WHAT THE EXERCISE ASKS
Could you output each line below exactly as it appears, excluding any pictures?

DATA SHOWN
▼▼▼

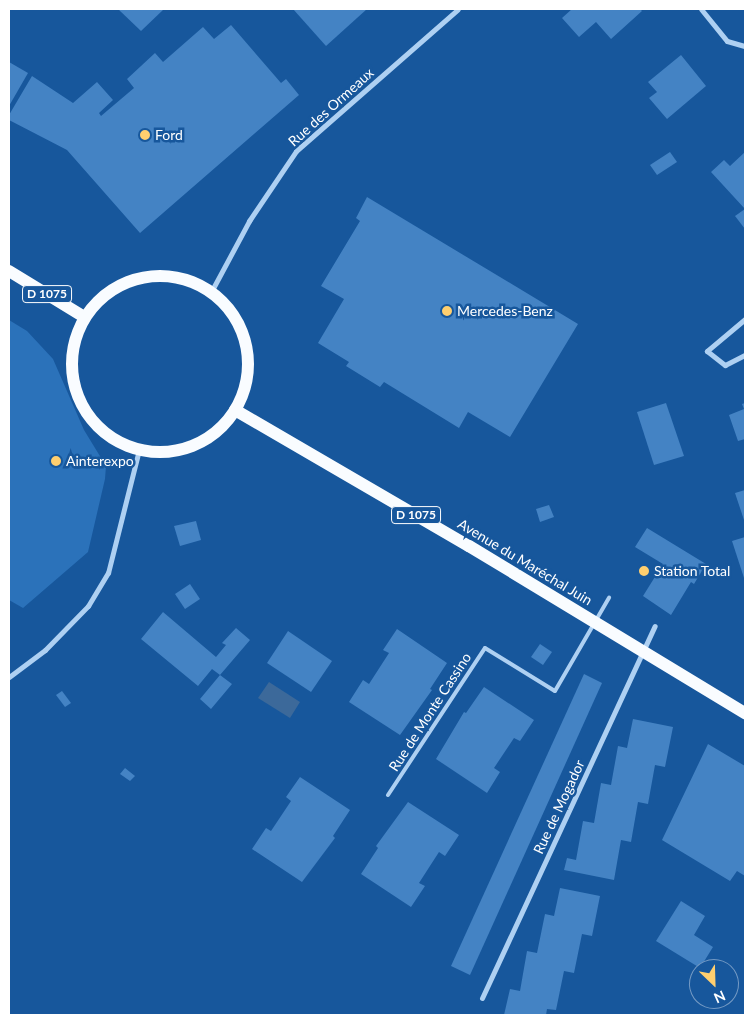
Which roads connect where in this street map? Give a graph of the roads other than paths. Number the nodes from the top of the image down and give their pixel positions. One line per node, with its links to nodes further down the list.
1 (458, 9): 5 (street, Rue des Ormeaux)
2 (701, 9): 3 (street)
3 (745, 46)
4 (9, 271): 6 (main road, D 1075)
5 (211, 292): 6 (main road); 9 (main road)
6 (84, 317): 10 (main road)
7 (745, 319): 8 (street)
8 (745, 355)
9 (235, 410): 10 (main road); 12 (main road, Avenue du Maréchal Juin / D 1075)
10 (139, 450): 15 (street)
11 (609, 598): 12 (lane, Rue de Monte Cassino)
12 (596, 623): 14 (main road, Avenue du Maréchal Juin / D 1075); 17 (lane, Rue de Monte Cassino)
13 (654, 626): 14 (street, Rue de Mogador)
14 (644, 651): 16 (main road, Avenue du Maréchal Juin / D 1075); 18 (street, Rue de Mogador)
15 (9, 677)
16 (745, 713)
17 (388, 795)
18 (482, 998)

▲▲▲

PROBLEM SOLUTION
Which roads connect where in this street map? Give a graph of the roads other than paths. Number the nodes from the top of the image down and give their pixel positions. One line per node, with its links to nodes further down the list.
1 (458, 9): 5 (street, Rue des Ormeaux)
2 (701, 9): 3 (street)
3 (745, 46)
4 (9, 271): 6 (main road, D 1075)
5 (211, 292): 6 (main road); 9 (main road)
6 (84, 317): 10 (main road)
7 (745, 319): 8 (street)
8 (745, 355)
9 (235, 410): 10 (main road); 12 (main road, Avenue du Maréchal Juin / D 1075)
10 (139, 450): 15 (street)
11 (609, 598): 12 (lane, Rue de Monte Cassino)
12 (596, 623): 14 (main road, Avenue du Maréchal Juin / D 1075); 17 (lane, Rue de Monte Cassino)
13 (654, 626): 14 (street, Rue de Mogador)
14 (644, 651): 16 (main road, Avenue du Maréchal Juin / D 1075); 18 (street, Rue de Mogador)
15 (9, 677)
16 (745, 713)
17 (388, 795)
18 (482, 998)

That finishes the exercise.